— TASK INPUTS —
###
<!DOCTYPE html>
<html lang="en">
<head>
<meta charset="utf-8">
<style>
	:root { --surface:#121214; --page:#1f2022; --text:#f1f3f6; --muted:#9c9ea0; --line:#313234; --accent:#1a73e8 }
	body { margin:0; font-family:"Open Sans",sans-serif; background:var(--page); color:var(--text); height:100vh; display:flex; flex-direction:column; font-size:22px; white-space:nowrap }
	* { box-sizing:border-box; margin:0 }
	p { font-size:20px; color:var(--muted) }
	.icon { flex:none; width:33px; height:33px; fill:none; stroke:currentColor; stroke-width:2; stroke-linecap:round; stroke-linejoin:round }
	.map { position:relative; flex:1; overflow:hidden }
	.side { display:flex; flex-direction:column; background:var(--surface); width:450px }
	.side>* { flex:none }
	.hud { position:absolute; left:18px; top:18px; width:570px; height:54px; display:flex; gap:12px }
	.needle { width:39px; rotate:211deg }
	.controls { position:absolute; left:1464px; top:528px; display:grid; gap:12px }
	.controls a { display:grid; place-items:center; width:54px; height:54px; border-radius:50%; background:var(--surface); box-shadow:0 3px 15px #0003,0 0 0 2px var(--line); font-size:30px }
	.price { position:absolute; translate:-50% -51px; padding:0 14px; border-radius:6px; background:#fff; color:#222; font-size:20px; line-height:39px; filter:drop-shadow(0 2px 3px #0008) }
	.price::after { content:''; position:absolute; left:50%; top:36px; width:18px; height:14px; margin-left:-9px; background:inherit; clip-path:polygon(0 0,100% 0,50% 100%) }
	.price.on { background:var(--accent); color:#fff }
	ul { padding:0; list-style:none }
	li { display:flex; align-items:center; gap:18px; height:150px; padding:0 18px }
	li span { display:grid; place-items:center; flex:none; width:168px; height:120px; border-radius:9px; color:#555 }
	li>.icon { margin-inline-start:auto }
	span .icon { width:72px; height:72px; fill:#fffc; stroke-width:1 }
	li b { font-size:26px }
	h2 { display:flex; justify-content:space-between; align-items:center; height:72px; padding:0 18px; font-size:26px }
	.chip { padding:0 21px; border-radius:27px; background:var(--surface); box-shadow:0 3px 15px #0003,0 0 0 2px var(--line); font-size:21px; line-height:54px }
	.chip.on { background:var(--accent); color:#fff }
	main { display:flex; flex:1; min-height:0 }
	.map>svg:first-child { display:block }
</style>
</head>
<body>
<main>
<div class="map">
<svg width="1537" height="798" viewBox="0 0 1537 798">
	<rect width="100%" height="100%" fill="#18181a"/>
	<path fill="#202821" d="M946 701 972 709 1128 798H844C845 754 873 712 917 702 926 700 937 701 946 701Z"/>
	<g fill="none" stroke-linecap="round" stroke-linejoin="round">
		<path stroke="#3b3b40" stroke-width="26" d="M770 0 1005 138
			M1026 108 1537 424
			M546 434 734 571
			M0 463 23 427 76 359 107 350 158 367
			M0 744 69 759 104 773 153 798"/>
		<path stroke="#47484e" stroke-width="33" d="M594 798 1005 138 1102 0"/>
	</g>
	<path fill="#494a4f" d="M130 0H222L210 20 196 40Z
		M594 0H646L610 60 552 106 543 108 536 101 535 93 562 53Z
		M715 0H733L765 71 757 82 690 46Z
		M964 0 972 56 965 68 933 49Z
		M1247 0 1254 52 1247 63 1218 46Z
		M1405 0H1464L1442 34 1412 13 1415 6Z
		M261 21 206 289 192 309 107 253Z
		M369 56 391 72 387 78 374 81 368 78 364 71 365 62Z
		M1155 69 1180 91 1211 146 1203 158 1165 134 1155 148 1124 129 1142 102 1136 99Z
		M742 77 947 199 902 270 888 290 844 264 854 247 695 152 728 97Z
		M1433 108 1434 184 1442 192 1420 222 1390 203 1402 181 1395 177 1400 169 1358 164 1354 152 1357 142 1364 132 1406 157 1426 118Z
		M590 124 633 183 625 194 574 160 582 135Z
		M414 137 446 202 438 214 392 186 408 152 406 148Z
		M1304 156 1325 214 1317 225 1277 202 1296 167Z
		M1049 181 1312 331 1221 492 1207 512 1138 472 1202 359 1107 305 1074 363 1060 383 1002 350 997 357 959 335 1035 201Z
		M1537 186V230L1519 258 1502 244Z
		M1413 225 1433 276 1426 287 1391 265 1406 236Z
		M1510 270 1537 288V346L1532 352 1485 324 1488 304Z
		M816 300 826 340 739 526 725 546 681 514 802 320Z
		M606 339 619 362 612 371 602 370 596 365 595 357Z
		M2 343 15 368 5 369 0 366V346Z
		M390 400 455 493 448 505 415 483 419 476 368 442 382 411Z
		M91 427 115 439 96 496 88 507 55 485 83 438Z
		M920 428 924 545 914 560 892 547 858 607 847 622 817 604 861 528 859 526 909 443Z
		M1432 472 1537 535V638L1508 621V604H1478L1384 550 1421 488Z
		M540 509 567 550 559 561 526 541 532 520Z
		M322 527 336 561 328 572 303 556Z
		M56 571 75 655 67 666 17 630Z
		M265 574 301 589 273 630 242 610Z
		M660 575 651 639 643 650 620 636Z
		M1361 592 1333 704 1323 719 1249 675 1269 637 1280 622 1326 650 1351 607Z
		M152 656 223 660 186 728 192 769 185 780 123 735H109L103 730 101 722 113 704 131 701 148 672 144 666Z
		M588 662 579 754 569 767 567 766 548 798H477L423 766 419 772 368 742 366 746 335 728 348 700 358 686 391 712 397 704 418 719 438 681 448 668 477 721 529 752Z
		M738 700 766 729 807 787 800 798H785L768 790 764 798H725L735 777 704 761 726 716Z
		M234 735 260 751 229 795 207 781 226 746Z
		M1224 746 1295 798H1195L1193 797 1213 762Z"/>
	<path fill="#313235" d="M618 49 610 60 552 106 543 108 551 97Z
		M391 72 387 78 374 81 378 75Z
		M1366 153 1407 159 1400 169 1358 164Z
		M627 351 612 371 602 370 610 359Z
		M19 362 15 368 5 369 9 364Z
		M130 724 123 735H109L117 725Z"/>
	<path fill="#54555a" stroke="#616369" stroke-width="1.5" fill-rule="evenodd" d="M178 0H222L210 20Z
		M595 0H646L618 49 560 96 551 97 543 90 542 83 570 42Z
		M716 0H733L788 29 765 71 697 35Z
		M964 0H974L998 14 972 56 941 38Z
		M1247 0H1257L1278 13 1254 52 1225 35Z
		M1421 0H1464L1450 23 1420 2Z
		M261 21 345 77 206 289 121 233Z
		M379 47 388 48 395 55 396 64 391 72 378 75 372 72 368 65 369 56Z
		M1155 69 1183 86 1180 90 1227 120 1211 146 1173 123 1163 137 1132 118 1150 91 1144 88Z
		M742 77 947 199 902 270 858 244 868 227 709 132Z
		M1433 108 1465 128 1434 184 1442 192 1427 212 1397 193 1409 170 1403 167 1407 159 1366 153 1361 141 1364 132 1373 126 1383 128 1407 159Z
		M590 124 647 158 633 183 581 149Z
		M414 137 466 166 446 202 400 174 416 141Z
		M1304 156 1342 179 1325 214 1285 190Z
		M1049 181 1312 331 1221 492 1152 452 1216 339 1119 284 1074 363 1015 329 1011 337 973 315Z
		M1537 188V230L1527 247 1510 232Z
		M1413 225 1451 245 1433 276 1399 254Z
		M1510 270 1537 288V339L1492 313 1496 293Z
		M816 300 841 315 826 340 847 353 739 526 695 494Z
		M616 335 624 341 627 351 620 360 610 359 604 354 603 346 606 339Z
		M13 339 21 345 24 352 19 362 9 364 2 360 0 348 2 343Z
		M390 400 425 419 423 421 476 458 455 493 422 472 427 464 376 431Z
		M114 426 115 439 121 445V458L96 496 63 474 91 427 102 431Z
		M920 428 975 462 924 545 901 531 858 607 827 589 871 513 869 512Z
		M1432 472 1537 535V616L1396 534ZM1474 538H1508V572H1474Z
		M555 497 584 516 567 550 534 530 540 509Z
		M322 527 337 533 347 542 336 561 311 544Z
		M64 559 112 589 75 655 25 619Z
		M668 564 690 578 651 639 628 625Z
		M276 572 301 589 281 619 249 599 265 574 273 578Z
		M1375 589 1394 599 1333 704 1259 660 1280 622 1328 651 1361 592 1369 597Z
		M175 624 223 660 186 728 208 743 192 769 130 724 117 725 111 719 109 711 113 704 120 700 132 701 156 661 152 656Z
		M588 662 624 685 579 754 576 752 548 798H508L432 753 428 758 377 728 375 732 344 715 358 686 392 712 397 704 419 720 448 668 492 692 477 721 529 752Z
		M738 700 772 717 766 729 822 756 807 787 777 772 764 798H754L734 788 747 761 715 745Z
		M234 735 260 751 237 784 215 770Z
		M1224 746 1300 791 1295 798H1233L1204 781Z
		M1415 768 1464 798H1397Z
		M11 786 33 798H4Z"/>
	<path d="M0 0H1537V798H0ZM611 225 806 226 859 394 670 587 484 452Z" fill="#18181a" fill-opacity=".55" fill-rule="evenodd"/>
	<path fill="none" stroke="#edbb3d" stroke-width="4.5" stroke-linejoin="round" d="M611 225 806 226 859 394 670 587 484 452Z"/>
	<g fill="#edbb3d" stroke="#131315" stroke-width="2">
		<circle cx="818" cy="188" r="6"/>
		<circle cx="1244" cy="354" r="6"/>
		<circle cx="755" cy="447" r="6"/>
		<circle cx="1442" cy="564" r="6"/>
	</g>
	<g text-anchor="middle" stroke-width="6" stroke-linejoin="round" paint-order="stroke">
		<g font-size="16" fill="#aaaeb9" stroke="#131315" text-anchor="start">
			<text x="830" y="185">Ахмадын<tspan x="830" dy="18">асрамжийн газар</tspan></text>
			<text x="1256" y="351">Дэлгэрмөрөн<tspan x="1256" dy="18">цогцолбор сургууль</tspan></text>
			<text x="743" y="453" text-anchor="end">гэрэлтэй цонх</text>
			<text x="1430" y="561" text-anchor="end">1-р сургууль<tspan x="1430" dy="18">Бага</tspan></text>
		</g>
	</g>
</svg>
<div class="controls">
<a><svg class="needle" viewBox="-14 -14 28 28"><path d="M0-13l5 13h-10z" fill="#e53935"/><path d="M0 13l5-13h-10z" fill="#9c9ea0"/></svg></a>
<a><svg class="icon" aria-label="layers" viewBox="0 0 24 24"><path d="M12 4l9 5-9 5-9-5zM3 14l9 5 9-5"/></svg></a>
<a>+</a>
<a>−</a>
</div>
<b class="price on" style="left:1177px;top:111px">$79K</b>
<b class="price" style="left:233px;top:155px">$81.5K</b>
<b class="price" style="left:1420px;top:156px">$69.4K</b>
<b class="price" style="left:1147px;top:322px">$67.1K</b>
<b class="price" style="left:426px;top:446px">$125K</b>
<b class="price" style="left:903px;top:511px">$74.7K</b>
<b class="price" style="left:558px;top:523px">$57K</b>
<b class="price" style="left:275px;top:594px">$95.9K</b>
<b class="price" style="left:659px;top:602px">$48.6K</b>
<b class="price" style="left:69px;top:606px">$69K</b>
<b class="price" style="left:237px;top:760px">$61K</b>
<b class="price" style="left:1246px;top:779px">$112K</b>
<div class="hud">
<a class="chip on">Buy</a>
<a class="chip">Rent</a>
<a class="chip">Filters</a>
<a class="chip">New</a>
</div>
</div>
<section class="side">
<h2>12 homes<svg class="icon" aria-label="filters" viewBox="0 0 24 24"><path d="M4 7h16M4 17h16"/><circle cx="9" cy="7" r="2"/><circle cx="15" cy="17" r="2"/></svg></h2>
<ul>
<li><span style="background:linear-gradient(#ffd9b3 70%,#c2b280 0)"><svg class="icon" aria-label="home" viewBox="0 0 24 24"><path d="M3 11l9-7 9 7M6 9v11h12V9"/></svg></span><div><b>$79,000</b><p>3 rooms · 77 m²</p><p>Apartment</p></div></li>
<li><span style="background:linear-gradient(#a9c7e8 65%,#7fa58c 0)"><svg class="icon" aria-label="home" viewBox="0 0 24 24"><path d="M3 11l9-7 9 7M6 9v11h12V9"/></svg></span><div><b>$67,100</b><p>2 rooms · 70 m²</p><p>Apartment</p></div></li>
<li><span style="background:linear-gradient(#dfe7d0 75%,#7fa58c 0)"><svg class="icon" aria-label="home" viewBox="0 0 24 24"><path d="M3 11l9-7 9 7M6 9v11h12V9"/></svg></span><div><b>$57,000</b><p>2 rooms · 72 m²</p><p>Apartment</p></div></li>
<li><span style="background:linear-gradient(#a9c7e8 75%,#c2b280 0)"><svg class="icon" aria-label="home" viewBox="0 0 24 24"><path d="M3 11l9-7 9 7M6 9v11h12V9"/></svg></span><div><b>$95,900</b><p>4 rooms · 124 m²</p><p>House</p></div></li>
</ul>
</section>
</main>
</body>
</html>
###
— PROBLEM REQUIREMENTS —
If a line of the records above contains the word "start", count it; then give the total and nothing more.

— ANSWER SPACE —
2